Efficient joint resource allocation for cognitive internet of vehicles networks based on asymmetric relay transmission

oleh: Xiaoqin Song, Kuiyu Wang, Lei Xu, Yazhu Tan, Juanjuan Miao

Format: Article
Diterbitkan: Wiley 2021-08-01

Deskripsi

Abstract In the internet of vehicles (IoV) networks, a direct connection from the source end to the destination end may not be established due to the fast vehicle speed, long distance between vehicles, variable vehicle density, serious channel fading etc. In this paper, a joint resource allocation (RA) in the relay‐aided IoV networks is modelled as a mixed binary integer non‐linear programming (MBINP), which maximises the throughput of cognitive IoV networks among different subcarriers and relays. To further reduce the computational complexity, a suboptimal scheme is presented. First, the appropriate relay and subcarrier pairs are obtained by averaging the power allocation among the cognitive sources and relays.

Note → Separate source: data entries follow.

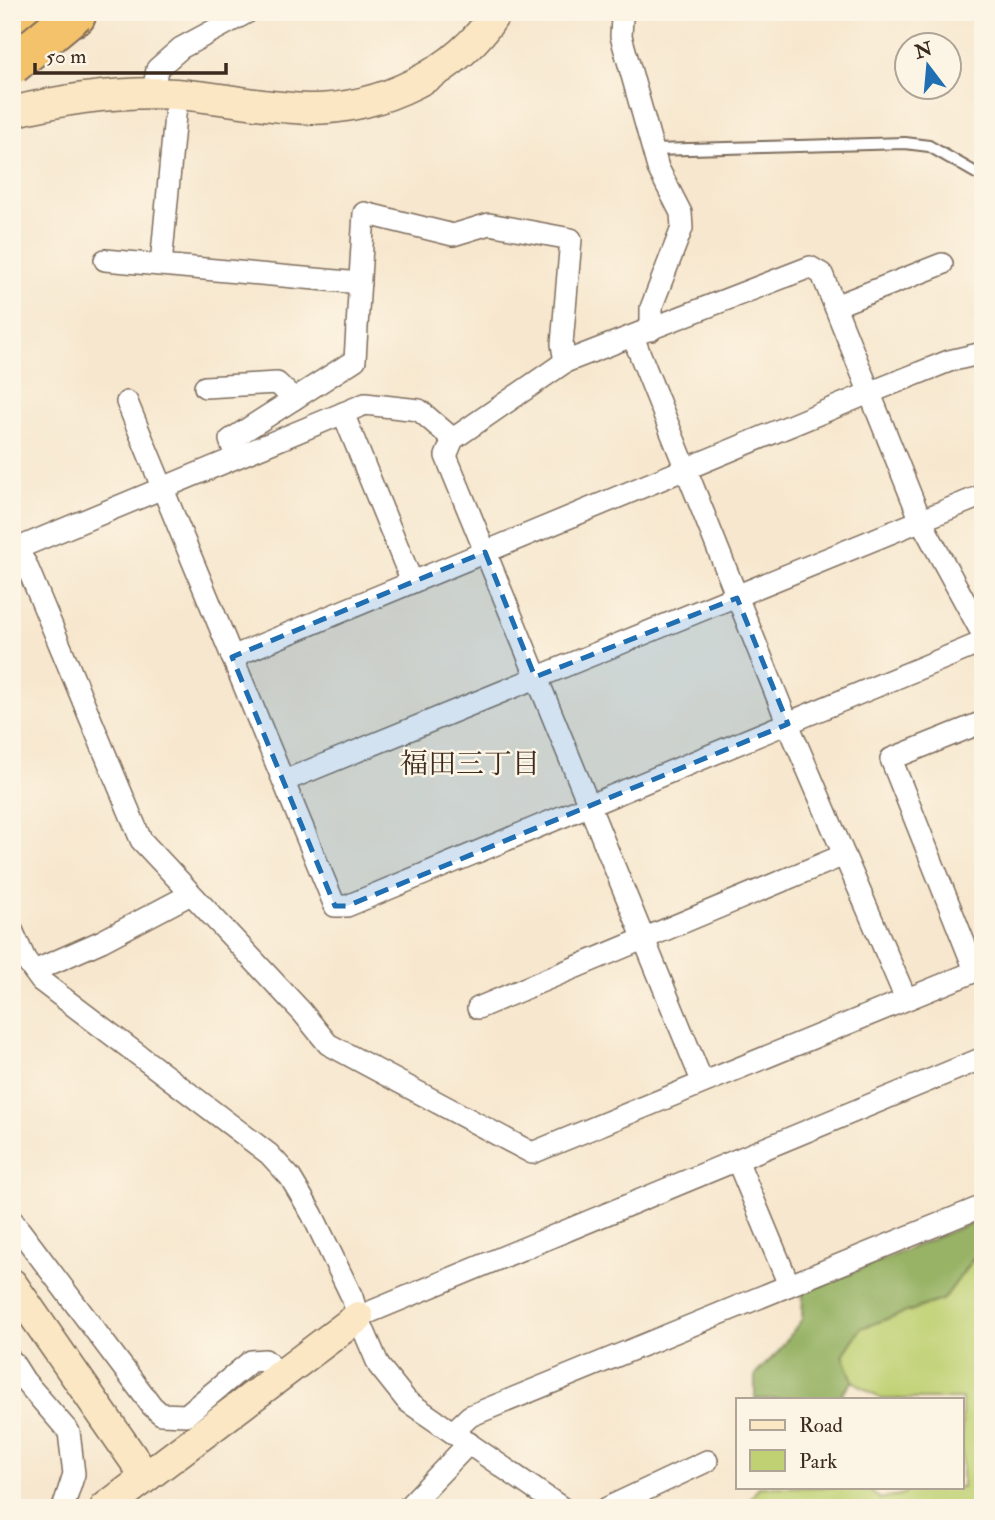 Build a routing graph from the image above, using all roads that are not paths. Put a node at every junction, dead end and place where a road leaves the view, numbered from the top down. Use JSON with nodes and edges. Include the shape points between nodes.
{"nodes":[{"id":1,"x":76,"y":12,"type":"edge"},
{"id":2,"x":88,"y":12,"type":"edge"},
{"id":3,"x":248,"y":12,"type":"edge"},
{"id":4,"x":496,"y":12,"type":"edge"},
{"id":5,"x":625,"y":12,"type":"edge"},
{"id":6,"x":12,"y":32,"type":"edge"},
{"id":7,"x":12,"y":65,"type":"edge"},
{"id":8,"x":165,"y":94,"type":"junction"},
{"id":9,"x":12,"y":112,"type":"edge"},
{"id":10,"x":653,"y":150,"type":"junction"},
{"id":11,"x":983,"y":177,"type":"edge"},
{"id":12,"x":105,"y":260,"type":"dead end"},
{"id":13,"x":942,"y":264,"type":"dead end"},
{"id":14,"x":161,"y":265,"type":"junction"},
{"id":15,"x":360,"y":284,"type":"junction"},
{"id":16,"x":835,"y":306,"type":"junction"},
{"id":17,"x":642,"y":333,"type":"junction"},
{"id":18,"x":983,"y":353,"type":"edge"},
{"id":19,"x":565,"y":362,"type":"junction"},
{"id":20,"x":205,"y":387,"type":"dead end"},
{"id":21,"x":869,"y":393,"type":"junction"},
{"id":22,"x":294,"y":399,"type":"junction"},
{"id":23,"x":127,"y":402,"type":"dead end"},
{"id":24,"x":343,"y":413,"type":"junction"},
{"id":25,"x":453,"y":439,"type":"junction"},
{"id":26,"x":236,"y":457,"type":"junction"},
{"id":27,"x":685,"y":469,"type":"junction"},
{"id":28,"x":164,"y":487,"type":"junction"},
{"id":29,"x":983,"y":495,"type":"edge"},
{"id":30,"x":921,"y":520,"type":"junction"},
{"id":31,"x":14,"y":548,"type":"edge"},
{"id":32,"x":485,"y":552,"type":"junction"},
{"id":33,"x":412,"y":582,"type":"junction"},
{"id":34,"x":737,"y":598,"type":"junction"},
{"id":35,"x":983,"y":635,"type":"edge"},
{"id":36,"x":983,"y":642,"type":"edge"},
{"id":37,"x":232,"y":657,"type":"junction"},
{"id":38,"x":535,"y":677,"type":"junction"},
{"id":39,"x":983,"y":722,"type":"edge"},
{"id":40,"x":788,"y":724,"type":"junction"},
{"id":41,"x":284,"y":781,"type":"junction"},
{"id":42,"x":589,"y":806,"type":"junction"},
{"id":43,"x":844,"y":855,"type":"junction"},
{"id":44,"x":191,"y":894,"type":"junction"},
{"id":45,"x":12,"y":930,"type":"edge"},
{"id":46,"x":642,"y":938,"type":"junction"},
{"id":47,"x":979,"y":969,"type":"edge"},
{"id":48,"x":34,"y":971,"type":"junction"},
{"id":49,"x":906,"y":999,"type":"junction"},
{"id":50,"x":478,"y":1008,"type":"dead end"},
{"id":51,"x":983,"y":1058,"type":"edge"},
{"id":52,"x":702,"y":1081,"type":"junction"},
{"id":53,"x":737,"y":1160,"type":"junction"},
{"id":54,"x":983,"y":1206,"type":"edge"},
{"id":55,"x":12,"y":1220,"type":"edge"},
{"id":56,"x":12,"y":1284,"type":"edge"},
{"id":57,"x":789,"y":1285,"type":"junction"},
{"id":58,"x":358,"y":1317,"type":"junction"},
{"id":59,"x":12,"y":1361,"type":"edge"},
{"id":60,"x":281,"y":1375,"type":"junction"},
{"id":61,"x":461,"y":1438,"type":"junction"},
{"id":62,"x":707,"y":1461,"type":"dead end"},
{"id":63,"x":146,"y":1476,"type":"junction"},
{"id":64,"x":63,"y":1508,"type":"edge"},
{"id":65,"x":105,"y":1508,"type":"edge"},
{"id":66,"x":407,"y":1508,"type":"edge"},
{"id":67,"x":562,"y":1508,"type":"edge"},
{"id":68,"x":607,"y":1508,"type":"edge"}],
"edges":[{"from":1,"to":7,"type":"highway","bridge":true},
{"from":2,"to":6,"type":"highway"},
{"from":3,"to":8,"type":"street","via":[[181,48],[158,69]]},
{"from":4,"to":8,"type":"street","via":[[471,43],[443,66],[380,98],[309,109]]},
{"from":5,"to":10,"type":"street","via":[[621,36]]},
{"from":8,"to":9,"type":"street","via":[[72,100]]},
{"from":8,"to":14,"type":"street"},
{"from":10,"to":11,"type":"lane","via":[[905,143],[929,146]]},
{"from":10,"to":17,"type":"street","via":[[681,213],[682,228]]},
{"from":12,"to":14,"type":"street"},
{"from":13,"to":16,"type":"street"},
{"from":14,"to":15,"type":"street"},
{"from":15,"to":19,"type":"street","via":[[364,213],[453,235],[489,224],[571,239],[562,344]]},
{"from":15,"to":22,"type":"street","via":[[355,360]]},
{"from":16,"to":17,"type":"street","via":[[822,274],[810,267]]},
{"from":16,"to":21,"type":"street"},
{"from":17,"to":19,"type":"street"},
{"from":17,"to":27,"type":"street"},
{"from":18,"to":21,"type":"street","via":[[949,360]]},
{"from":19,"to":25,"type":"street"},
{"from":20,"to":22,"type":"street","via":[[277,383]]},
{"from":21,"to":27,"type":"street"},
{"from":21,"to":30,"type":"street"},
{"from":22,"to":26,"type":"street","via":[[230,440]]},
{"from":23,"to":28,"type":"street"},
{"from":24,"to":25,"type":"street","via":[[365,404],[419,410]]},
{"from":24,"to":26,"type":"street"},
{"from":24,"to":33,"type":"street"},
{"from":25,"to":32,"type":"street","via":[[446,456]]},
{"from":26,"to":28,"type":"street"},
{"from":27,"to":32,"type":"street"},
{"from":27,"to":34,"type":"street"},
{"from":28,"to":31,"type":"street"},
{"from":28,"to":37,"type":"street"},
{"from":29,"to":30,"type":"street"},
{"from":30,"to":34,"type":"street"},
{"from":30,"to":35,"type":"street"},
{"from":31,"to":44,"type":"street","via":[[26,564],[141,840]]},
{"from":32,"to":33,"type":"street"},
{"from":32,"to":38,"type":"street"},
{"from":33,"to":37,"type":"street"},
{"from":34,"to":38,"type":"street"},
{"from":34,"to":40,"type":"street"},
{"from":36,"to":40,"type":"street"},
{"from":37,"to":41,"type":"street"},
{"from":38,"to":41,"type":"street"},
{"from":38,"to":42,"type":"street"},
{"from":39,"to":47,"type":"street","via":[[891,759]]},
{"from":40,"to":42,"type":"street"},
{"from":40,"to":43,"type":"street"},
{"from":41,"to":42,"type":"street","via":[[335,905],[347,906]]},
{"from":42,"to":46,"type":"street"},
{"from":43,"to":46,"type":"street"},
{"from":43,"to":49,"type":"street"},
{"from":44,"to":48,"type":"street"},
{"from":44,"to":52,"type":"street","via":[[328,1044],[532,1153]]},
{"from":45,"to":48,"type":"street"},
{"from":46,"to":50,"type":"street"},
{"from":46,"to":52,"type":"street"},
{"from":47,"to":49,"type":"street"},
{"from":48,"to":58,"type":"street","via":[[41,981],[269,1154],[290,1177],[312,1214]]},
{"from":49,"to":52,"type":"street"},
{"from":51,"to":53,"type":"street"},
{"from":53,"to":57,"type":"street"},
{"from":53,"to":58,"type":"street"},
{"from":54,"to":57,"type":"street"},
{"from":55,"to":60,"type":"street","via":[[161,1414],[186,1415],[251,1361],[265,1360]]},
{"from":56,"to":63,"type":"street"},
{"from":57,"to":61,"type":"street","via":[[470,1416]]},
{"from":58,"to":60,"type":"street"},
{"from":58,"to":61,"type":"street","via":[[379,1366],[407,1401]]},
{"from":59,"to":64,"type":"street","via":[[69,1432],[74,1474]]},
{"from":60,"to":63,"type":"street"},
{"from":61,"to":66,"type":"street"},
{"from":61,"to":67,"type":"street"},
{"from":62,"to":68,"type":"street"},
{"from":63,"to":65,"type":"street"}]}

Second, an alternative optimisation mechanism is proposed to the power allocation. Simulation results show that, different from the symmetric time‐slot relay transmission, the asymmetric one can significantly increase the degree of freedom for transmission. Therefore, it is more robust to the impact of the relay node location on the throughput. Moreover, the proposed suboptimal RA algorithm not only can obtain the system capacity close to the optimal one, but also can reduce the computational complexity. At the same time, unacceptable degradation caused by severe channel fading is avoided.